_About this exercise:_
In the entries below, find the line with "Give bounding boxes" and the line with "Localize all street". Repeat exactly everything between them, those two lines included, but not the pictures.

_Records:_
——————————
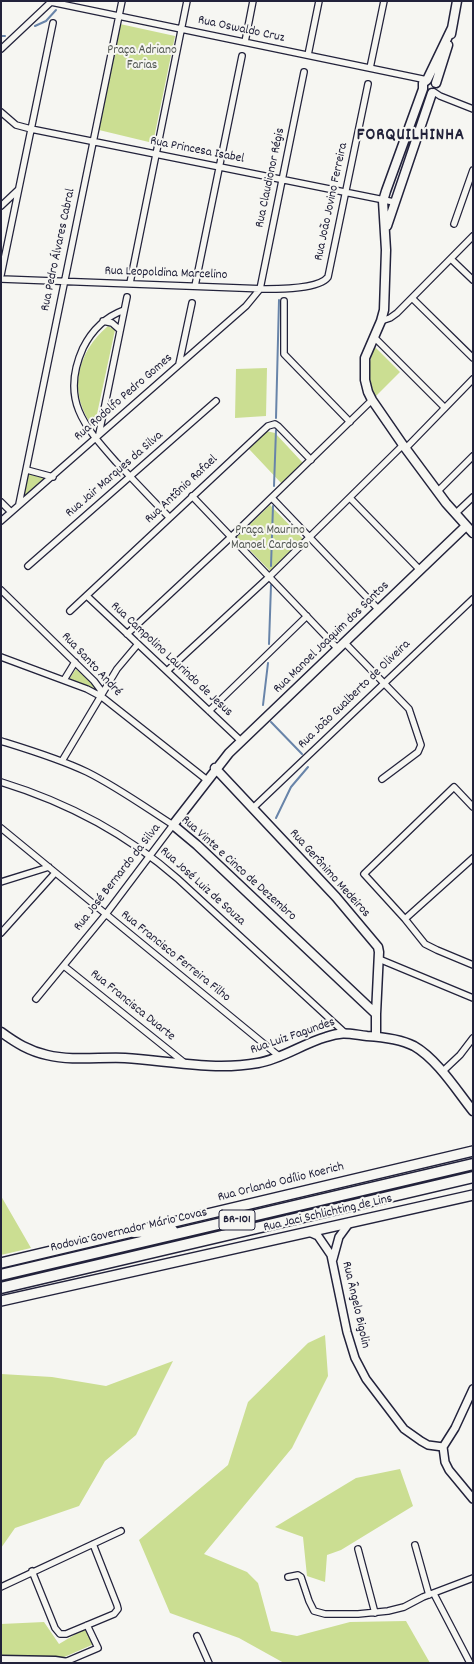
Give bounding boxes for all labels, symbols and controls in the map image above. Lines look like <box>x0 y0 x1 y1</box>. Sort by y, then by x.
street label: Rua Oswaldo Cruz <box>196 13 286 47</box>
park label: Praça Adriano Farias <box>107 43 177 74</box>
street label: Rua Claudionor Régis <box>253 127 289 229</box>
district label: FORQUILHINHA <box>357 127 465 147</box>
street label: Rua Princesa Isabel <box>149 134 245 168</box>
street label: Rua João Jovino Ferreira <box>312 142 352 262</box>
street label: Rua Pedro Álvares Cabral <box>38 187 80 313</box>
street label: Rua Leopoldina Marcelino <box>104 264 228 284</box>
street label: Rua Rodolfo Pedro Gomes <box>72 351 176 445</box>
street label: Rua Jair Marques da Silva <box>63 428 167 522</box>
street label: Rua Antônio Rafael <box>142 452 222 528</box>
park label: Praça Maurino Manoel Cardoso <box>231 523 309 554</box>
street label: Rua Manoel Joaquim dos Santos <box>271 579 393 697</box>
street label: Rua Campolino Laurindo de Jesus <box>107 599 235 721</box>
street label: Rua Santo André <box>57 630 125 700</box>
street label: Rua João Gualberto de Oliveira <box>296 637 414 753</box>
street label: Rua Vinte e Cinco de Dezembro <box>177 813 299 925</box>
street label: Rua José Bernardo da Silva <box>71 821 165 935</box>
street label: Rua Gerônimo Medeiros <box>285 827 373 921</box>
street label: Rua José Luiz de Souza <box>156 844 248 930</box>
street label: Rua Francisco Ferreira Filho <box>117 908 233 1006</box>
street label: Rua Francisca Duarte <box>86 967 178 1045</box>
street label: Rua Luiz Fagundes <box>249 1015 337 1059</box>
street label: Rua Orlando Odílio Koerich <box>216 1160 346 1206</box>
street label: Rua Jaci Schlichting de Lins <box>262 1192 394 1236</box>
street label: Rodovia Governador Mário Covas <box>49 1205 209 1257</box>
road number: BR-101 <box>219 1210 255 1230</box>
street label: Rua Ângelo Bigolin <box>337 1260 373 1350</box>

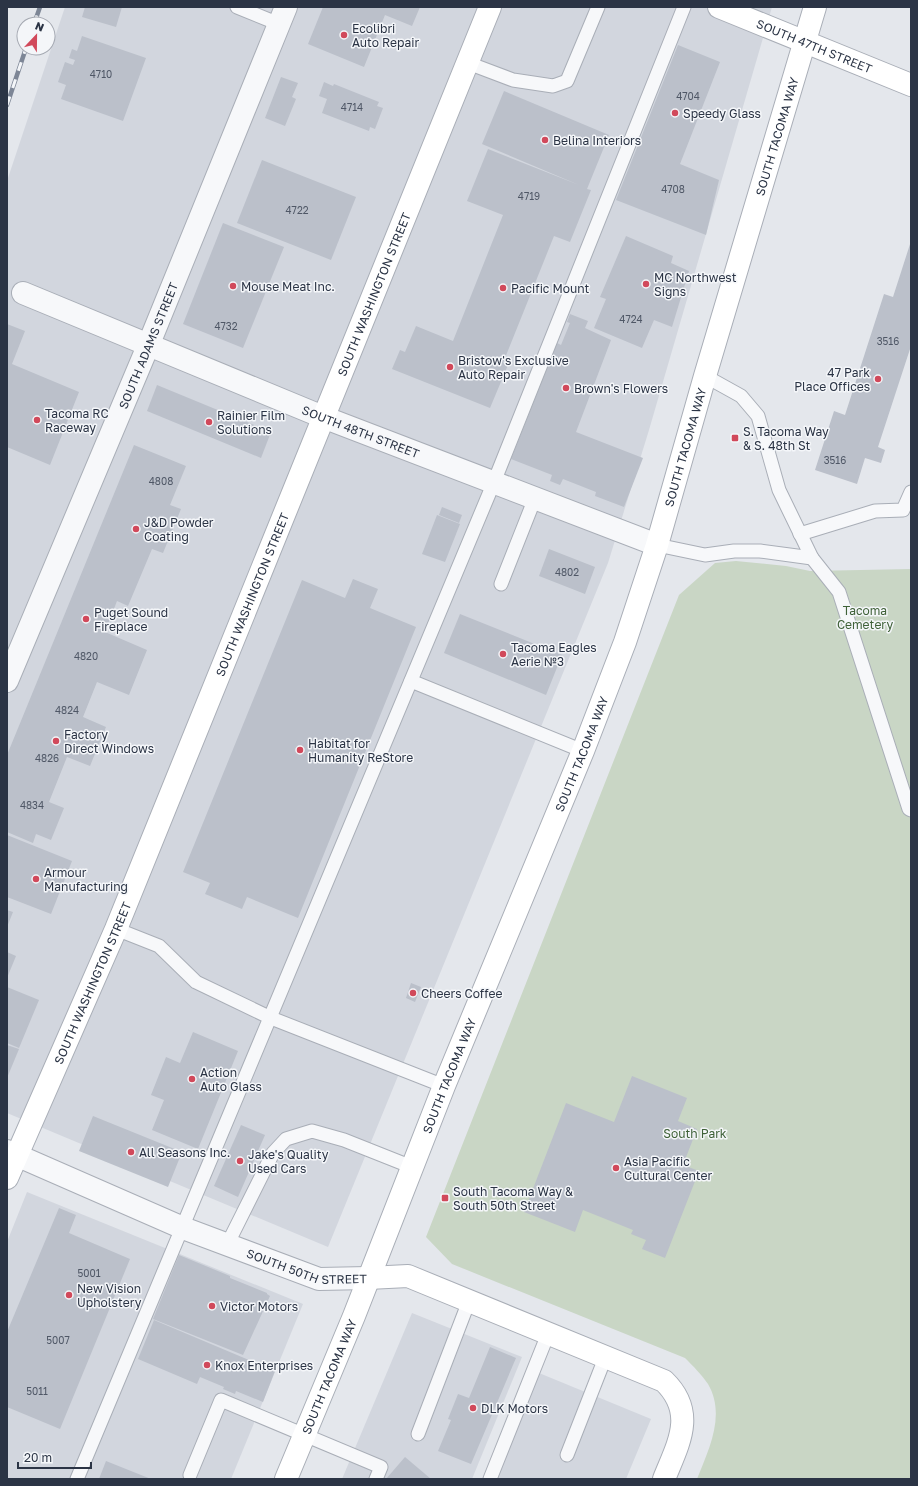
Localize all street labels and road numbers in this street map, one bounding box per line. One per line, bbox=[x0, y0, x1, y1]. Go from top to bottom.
——————————
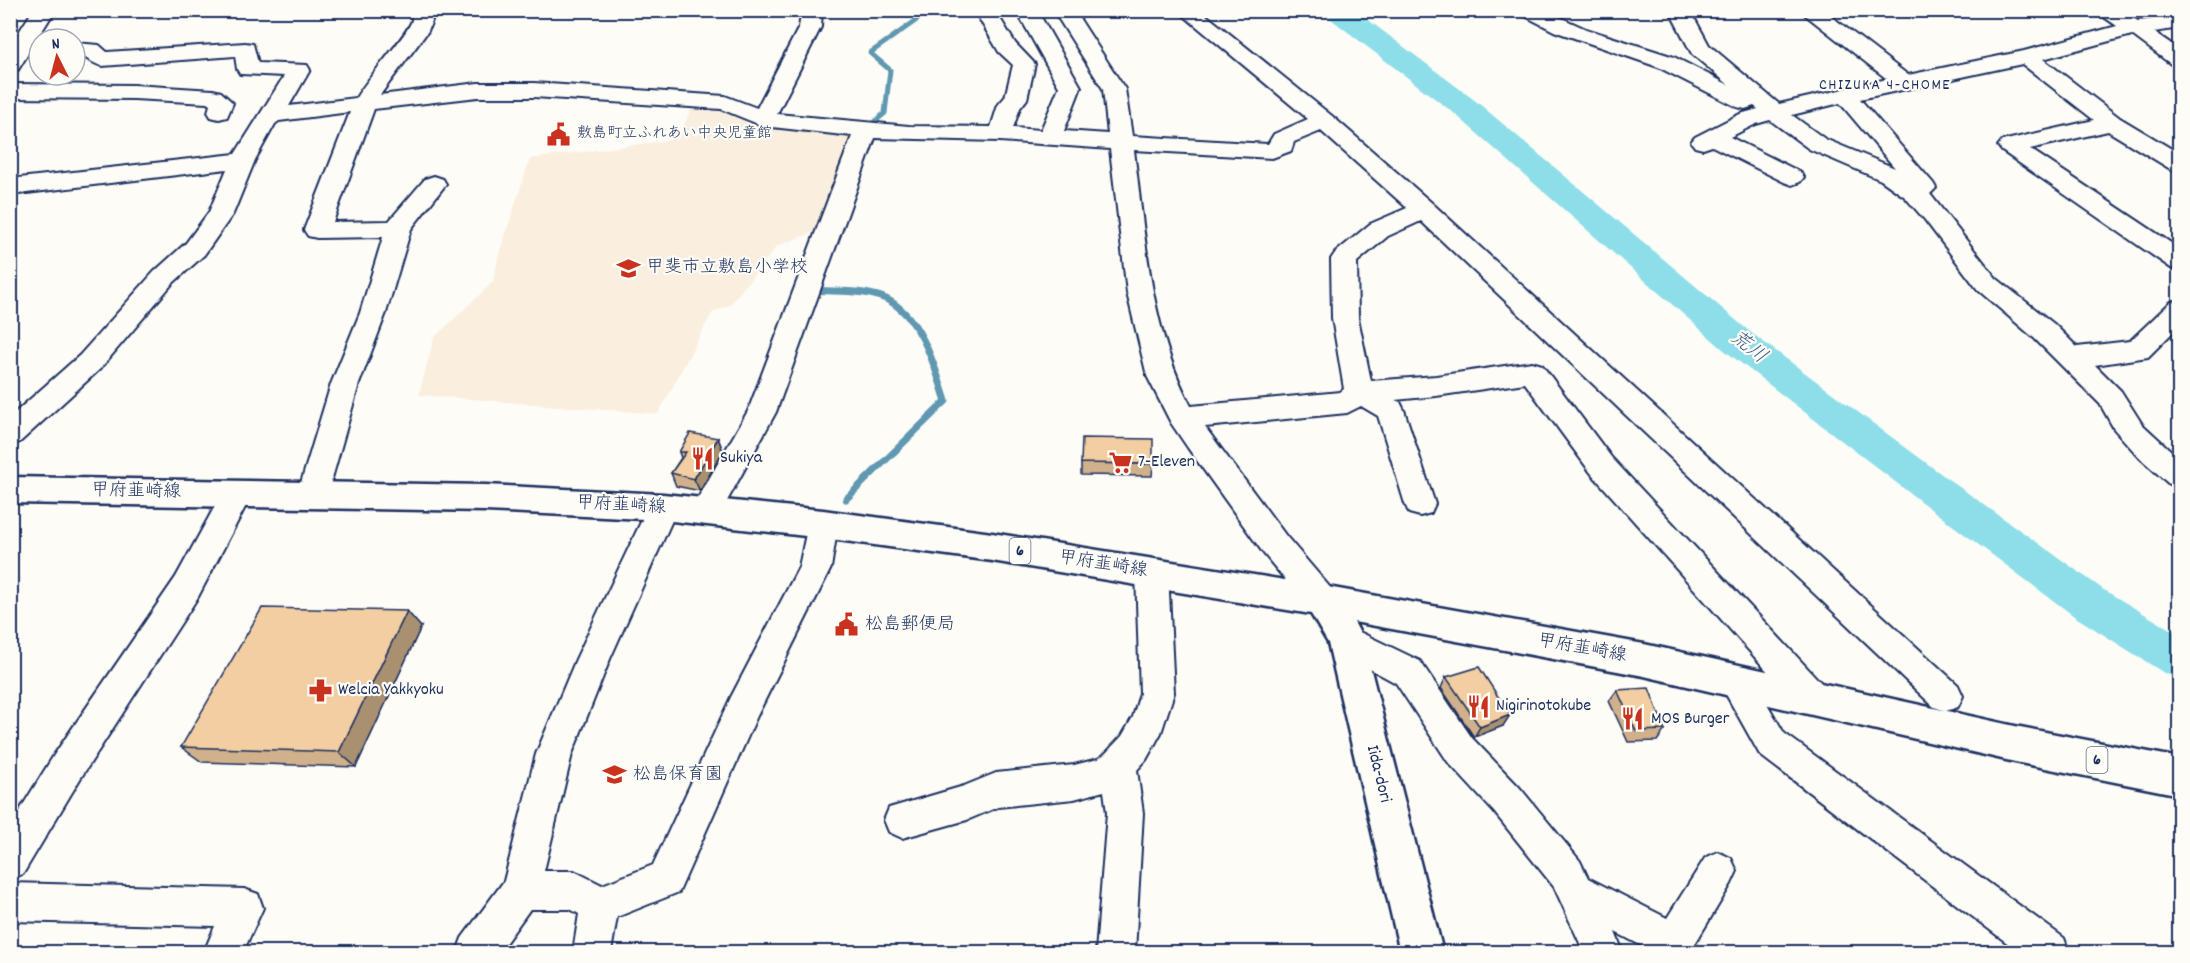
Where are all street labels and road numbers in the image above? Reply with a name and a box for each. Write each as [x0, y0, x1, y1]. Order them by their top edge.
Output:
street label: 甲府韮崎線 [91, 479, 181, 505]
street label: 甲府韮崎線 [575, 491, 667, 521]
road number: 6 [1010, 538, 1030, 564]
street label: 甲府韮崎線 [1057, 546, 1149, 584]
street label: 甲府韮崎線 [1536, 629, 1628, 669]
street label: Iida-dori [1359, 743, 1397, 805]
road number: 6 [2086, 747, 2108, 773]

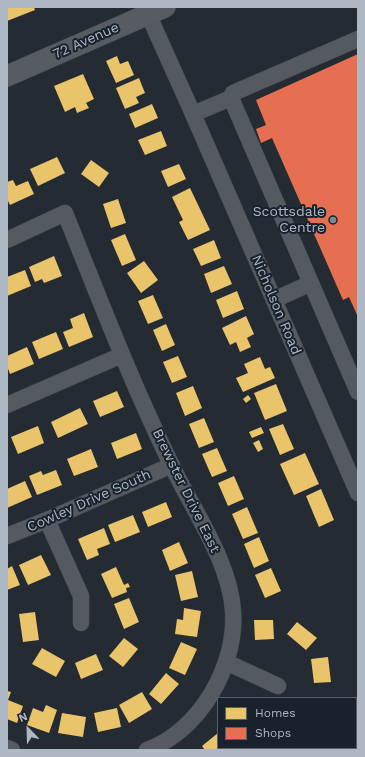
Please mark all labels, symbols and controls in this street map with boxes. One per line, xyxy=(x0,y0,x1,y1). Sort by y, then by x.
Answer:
——————————
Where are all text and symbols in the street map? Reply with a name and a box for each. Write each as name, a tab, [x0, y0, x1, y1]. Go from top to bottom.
——————————
_Exercise answer:_
Give bounding boxes for all labels, symbols and controls in the map image above. Lines look like <box>x0 y0 x1 y1</box>. Sort by y, then by x.
street label: Rua Oswaldo Cruz <box>196 13 286 47</box>
park label: Praça Adriano Farias <box>107 43 177 74</box>
street label: Rua Claudionor Régis <box>253 127 289 229</box>
district label: FORQUILHINHA <box>357 127 465 147</box>
street label: Rua Princesa Isabel <box>149 134 245 168</box>
street label: Rua João Jovino Ferreira <box>312 142 352 262</box>
street label: Rua Pedro Álvares Cabral <box>38 187 80 313</box>
street label: Rua Leopoldina Marcelino <box>104 264 228 284</box>
street label: Rua Rodolfo Pedro Gomes <box>72 351 176 445</box>
street label: Rua Jair Marques da Silva <box>63 428 167 522</box>
street label: Rua Antônio Rafael <box>142 452 222 528</box>
park label: Praça Maurino Manoel Cardoso <box>231 523 309 554</box>
street label: Rua Manoel Joaquim dos Santos <box>271 579 393 697</box>
street label: Rua Campolino Laurindo de Jesus <box>107 599 235 721</box>
street label: Rua Santo André <box>57 630 125 700</box>
street label: Rua João Gualberto de Oliveira <box>296 637 414 753</box>
street label: Rua Vinte e Cinco de Dezembro <box>177 813 299 925</box>
street label: Rua José Bernardo da Silva <box>71 821 165 935</box>
street label: Rua Gerônimo Medeiros <box>285 827 373 921</box>
street label: Rua José Luiz de Souza <box>156 844 248 930</box>
street label: Rua Francisco Ferreira Filho <box>117 908 233 1006</box>
street label: Rua Francisca Duarte <box>86 967 178 1045</box>
street label: Rua Luiz Fagundes <box>249 1015 337 1059</box>
street label: Rua Orlando Odílio Koerich <box>216 1160 346 1206</box>
street label: Rua Jaci Schlichting de Lins <box>262 1192 394 1236</box>
street label: Rodovia Governador Mário Covas <box>49 1205 209 1257</box>
road number: BR-101 <box>219 1210 255 1230</box>
street label: Rua Ângelo Bigolin <box>337 1260 373 1350</box>

Localize all street labels and road numbers in this street map, one bounding box per line. One per line, bbox=[x0, y0, x1, y1]. Go from top to bottom.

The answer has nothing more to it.